Tuesday, August 7, 2007

PS 29-69: Chemical and morphological responses of an intertidal seaweed to waterborne cues from an herbivorous snail

S. Alexandra Hart1, Kevin H. Britton-Simmons1, and Kathryn L. Van Alstyne2. (1) University of Washington, (2) Western Washington University

The intertidal rockweed Fucus distichus responds chemically and morphologically to mechanical damage from herbivores. Recent evidence suggests that a related species, Ascophyllum nodosum, responds chemically to waterborne cues that indicate the presence of herbivores. To determine if waterborne cues from herbivores induce morphological or chemical responses in F. distichus we grew juvenile F. distichus in outdoor mesocosms for 70 days from August to October in the presence of waterborne cues from: 1) the snail Littorina sitkana feeding on adult F. distichus (experimental treatment), or 2) adult F. distichus (control). We compared these treatments in terms of morphology, growth, tissue carbon and nitrogen, phlorotannin levels, and palatability to L. sitkana.
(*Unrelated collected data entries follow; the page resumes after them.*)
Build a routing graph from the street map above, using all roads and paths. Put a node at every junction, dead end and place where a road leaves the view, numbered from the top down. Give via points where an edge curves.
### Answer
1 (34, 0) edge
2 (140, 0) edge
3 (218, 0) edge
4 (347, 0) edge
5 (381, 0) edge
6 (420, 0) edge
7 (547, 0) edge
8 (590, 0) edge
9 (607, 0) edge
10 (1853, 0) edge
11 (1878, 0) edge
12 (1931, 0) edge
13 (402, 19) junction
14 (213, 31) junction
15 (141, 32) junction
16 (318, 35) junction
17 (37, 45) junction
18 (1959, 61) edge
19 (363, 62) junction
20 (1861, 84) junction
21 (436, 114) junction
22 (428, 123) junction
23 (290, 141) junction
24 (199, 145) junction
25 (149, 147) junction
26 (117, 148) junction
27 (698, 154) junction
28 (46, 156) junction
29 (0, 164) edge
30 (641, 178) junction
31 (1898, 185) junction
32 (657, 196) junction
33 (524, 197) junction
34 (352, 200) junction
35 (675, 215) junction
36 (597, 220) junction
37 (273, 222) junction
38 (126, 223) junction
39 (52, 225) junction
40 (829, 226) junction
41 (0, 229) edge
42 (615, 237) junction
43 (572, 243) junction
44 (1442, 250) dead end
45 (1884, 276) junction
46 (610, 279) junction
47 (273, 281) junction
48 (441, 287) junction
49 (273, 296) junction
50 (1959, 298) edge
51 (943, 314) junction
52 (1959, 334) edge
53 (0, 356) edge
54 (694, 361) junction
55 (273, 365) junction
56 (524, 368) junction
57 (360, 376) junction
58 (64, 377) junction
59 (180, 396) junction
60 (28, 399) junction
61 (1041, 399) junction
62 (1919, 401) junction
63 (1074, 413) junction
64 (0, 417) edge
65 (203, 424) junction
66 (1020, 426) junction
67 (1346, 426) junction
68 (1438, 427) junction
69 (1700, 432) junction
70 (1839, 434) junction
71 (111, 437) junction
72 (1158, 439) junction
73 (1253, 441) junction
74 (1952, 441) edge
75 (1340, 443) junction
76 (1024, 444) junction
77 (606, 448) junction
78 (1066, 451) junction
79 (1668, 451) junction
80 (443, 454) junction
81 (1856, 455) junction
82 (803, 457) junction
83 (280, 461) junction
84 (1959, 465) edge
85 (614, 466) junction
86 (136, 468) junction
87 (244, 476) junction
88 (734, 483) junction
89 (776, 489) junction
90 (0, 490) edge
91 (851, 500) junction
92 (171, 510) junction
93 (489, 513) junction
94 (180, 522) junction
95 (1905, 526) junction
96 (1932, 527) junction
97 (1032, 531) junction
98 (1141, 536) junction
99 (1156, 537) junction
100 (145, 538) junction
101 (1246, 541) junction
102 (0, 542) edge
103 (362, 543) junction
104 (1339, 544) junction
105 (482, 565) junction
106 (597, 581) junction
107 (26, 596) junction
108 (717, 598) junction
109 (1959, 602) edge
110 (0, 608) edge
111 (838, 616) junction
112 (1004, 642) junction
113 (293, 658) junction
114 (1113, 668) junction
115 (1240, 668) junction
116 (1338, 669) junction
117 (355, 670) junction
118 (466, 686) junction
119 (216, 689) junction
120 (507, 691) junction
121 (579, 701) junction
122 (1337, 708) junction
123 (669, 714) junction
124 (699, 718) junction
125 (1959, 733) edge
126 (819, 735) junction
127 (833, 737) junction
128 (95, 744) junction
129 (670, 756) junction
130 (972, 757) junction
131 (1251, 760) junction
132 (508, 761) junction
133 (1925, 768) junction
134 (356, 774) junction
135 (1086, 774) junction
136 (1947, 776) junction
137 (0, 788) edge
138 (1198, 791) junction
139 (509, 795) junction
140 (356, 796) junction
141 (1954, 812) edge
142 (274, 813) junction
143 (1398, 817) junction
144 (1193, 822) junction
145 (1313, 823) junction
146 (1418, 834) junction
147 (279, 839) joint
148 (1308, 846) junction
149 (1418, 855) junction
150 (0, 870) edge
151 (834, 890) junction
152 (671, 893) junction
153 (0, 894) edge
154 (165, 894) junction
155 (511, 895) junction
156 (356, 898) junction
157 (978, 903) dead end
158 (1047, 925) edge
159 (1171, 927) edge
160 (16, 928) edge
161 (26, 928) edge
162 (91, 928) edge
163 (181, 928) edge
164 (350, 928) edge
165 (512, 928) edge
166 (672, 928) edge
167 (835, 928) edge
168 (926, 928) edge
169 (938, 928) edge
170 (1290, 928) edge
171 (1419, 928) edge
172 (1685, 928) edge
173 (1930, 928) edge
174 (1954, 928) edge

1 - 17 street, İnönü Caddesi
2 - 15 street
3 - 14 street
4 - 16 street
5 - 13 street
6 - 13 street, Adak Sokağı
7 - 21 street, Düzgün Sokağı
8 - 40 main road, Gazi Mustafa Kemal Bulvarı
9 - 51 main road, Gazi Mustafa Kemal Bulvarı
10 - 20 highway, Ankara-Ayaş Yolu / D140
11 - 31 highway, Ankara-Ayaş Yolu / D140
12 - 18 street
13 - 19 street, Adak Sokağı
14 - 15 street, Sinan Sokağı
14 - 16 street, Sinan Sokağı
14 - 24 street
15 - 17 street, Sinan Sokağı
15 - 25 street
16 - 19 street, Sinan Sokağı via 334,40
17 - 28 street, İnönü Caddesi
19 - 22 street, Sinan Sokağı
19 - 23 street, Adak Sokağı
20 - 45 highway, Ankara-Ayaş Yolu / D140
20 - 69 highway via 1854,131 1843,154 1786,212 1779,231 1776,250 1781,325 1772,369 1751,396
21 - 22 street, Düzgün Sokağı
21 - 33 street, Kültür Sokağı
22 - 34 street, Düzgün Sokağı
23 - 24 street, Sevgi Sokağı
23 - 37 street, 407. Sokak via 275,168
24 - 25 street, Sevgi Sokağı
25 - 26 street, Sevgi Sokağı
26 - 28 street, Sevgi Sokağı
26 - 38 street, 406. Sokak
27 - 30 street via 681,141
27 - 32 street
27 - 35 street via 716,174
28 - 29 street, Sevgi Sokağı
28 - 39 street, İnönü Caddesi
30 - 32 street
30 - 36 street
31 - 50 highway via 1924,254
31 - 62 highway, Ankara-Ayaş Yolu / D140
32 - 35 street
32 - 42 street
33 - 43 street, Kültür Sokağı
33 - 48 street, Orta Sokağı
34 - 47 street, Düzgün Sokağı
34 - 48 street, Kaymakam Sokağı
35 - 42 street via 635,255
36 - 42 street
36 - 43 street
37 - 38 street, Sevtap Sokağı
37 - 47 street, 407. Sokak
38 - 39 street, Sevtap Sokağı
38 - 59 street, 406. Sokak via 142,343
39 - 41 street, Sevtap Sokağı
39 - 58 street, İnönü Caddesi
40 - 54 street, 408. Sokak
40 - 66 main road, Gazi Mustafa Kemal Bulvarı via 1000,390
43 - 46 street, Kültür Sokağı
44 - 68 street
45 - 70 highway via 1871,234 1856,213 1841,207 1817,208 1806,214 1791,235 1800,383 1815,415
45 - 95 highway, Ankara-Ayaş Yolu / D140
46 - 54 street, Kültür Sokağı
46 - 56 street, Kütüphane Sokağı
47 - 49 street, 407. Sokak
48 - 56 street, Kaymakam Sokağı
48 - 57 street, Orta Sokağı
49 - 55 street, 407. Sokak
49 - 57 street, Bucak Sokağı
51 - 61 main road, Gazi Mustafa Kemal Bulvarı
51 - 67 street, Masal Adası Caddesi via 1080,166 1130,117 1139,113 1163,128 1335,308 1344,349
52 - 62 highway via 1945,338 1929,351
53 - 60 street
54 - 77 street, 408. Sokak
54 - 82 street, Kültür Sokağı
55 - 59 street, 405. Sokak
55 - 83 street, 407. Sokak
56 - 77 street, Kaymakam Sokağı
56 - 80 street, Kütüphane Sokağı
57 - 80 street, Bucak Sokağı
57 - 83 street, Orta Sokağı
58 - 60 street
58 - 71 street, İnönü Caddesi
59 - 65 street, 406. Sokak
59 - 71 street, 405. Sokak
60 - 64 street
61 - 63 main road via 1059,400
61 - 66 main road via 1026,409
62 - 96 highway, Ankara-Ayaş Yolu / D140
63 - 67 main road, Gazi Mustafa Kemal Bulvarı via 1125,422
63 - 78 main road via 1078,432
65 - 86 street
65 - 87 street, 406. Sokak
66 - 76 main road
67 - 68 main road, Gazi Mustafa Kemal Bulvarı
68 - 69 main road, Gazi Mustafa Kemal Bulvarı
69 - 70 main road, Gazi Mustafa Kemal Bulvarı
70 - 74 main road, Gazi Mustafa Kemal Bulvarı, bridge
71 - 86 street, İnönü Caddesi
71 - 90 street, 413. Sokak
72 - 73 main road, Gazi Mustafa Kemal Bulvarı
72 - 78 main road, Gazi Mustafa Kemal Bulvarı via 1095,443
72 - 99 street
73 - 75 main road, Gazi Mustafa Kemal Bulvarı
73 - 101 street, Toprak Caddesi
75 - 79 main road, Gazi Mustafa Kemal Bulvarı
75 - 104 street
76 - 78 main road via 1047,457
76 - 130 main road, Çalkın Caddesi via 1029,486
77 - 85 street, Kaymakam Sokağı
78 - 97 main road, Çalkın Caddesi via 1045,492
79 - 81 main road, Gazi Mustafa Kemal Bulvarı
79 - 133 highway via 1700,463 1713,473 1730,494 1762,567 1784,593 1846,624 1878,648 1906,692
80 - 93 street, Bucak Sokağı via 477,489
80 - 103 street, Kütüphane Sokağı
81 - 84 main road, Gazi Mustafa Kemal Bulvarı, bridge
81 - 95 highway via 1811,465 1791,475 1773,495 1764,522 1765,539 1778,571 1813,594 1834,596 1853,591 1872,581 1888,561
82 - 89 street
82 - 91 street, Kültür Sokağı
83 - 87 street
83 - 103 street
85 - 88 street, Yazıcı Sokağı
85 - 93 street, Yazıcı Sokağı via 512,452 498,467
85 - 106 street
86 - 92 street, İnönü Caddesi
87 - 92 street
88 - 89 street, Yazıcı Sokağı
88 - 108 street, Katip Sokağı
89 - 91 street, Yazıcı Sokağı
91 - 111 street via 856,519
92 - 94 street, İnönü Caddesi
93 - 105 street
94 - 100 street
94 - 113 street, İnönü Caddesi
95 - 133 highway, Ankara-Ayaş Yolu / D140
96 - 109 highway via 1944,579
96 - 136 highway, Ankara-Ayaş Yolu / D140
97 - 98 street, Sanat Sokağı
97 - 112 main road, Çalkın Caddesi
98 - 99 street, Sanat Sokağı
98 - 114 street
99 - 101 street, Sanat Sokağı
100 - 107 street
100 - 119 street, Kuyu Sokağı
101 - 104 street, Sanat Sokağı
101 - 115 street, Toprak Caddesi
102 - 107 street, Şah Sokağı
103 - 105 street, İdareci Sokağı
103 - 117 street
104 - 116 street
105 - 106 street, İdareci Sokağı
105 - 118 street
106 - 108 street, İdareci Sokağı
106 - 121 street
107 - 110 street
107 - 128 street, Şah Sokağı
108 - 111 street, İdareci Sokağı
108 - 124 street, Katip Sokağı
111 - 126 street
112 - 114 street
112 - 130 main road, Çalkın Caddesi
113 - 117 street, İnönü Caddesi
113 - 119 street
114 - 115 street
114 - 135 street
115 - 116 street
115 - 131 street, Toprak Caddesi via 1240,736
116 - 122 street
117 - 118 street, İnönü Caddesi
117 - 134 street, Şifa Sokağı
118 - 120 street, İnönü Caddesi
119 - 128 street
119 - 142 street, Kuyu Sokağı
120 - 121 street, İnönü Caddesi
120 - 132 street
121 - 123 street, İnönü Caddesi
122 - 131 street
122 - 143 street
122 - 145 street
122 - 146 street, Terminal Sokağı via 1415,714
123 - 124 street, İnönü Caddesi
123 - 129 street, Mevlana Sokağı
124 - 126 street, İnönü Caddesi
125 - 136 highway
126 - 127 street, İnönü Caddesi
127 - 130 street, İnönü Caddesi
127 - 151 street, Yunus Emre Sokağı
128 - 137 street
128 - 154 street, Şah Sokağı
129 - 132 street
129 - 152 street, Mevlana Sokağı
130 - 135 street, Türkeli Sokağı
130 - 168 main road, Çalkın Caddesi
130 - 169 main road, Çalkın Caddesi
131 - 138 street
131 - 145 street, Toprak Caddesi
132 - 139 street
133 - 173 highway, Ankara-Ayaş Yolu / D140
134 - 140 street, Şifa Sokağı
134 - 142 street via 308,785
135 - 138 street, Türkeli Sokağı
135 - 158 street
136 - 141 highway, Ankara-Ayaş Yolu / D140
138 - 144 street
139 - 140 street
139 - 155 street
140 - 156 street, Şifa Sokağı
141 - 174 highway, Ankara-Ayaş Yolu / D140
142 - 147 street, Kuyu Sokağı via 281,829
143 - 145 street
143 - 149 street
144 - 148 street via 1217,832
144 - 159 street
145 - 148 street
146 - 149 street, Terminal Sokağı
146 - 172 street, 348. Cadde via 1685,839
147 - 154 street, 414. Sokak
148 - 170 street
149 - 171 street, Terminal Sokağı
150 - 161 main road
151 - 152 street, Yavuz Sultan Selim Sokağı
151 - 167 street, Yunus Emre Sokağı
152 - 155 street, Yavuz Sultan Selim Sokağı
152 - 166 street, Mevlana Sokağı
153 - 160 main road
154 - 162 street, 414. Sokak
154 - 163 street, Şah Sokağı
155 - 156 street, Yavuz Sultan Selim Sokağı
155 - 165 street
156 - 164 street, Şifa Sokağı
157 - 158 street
There was no significant difference between treatments in morphology, growth, tissue carbon or phlorotannin levels, suggesting that juvenile F. distichus either cannot detect or do not respond to waterborne cues from L. sitkana. However, tissue from the experimental treatment was significantly preferred by L. sitkana in a choice feeding trial and consumption was positively related to tissue nitrogen levels. This suggests that waterborne cues from L. sitkana do not induce a defense response in juvenile F. distichus but L. sitkana can detect small differences in F. distichus tissue nitrogen levels. Results suggest the possibility of a feedback loop in which utilization of snail metabolic wastes by F. distichus influences subsequent feeding preferences.